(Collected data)
──────
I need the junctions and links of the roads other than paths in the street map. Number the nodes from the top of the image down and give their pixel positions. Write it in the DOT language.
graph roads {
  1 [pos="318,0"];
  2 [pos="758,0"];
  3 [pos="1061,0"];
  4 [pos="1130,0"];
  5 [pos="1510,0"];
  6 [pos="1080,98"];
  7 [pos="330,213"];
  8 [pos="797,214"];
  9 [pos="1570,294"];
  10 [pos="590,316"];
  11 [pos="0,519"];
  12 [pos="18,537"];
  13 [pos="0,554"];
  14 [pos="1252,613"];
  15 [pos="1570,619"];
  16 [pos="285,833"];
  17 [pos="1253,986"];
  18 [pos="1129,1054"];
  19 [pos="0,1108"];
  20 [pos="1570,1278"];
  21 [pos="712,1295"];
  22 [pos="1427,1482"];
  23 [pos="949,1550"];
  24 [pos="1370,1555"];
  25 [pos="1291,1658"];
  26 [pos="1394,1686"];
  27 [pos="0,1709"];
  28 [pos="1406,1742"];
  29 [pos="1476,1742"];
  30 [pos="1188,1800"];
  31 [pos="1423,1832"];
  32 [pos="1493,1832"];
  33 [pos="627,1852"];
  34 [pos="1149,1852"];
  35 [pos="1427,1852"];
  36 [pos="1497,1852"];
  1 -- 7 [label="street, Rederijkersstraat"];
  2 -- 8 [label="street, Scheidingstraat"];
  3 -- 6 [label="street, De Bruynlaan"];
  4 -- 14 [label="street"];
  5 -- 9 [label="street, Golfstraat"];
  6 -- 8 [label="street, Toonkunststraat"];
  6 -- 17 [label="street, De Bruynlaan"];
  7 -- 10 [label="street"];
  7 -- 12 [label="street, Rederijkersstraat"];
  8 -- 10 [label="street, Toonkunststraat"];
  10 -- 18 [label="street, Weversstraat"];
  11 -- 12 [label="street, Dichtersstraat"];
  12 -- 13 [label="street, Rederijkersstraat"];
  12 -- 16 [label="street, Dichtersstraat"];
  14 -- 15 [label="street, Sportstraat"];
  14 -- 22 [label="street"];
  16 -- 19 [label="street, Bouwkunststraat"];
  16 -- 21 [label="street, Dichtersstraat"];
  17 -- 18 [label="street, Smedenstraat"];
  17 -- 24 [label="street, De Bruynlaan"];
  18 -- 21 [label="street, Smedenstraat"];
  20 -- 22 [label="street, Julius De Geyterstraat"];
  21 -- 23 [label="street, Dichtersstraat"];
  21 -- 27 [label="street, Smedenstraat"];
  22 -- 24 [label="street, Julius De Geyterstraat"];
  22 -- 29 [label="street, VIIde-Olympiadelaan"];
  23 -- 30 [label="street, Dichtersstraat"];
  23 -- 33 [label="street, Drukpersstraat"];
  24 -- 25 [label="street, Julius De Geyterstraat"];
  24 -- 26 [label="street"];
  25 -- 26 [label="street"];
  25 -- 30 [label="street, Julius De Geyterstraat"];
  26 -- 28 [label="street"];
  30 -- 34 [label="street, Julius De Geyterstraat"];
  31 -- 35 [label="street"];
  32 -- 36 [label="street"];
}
──────
What the task asks
Filter by the word "Bruynlaan": copy every line of the data that holds it.

Reply
  3 -- 6 [label="street, De Bruynlaan"];
  6 -- 17 [label="street, De Bruynlaan"];
  17 -- 24 [label="street, De Bruynlaan"];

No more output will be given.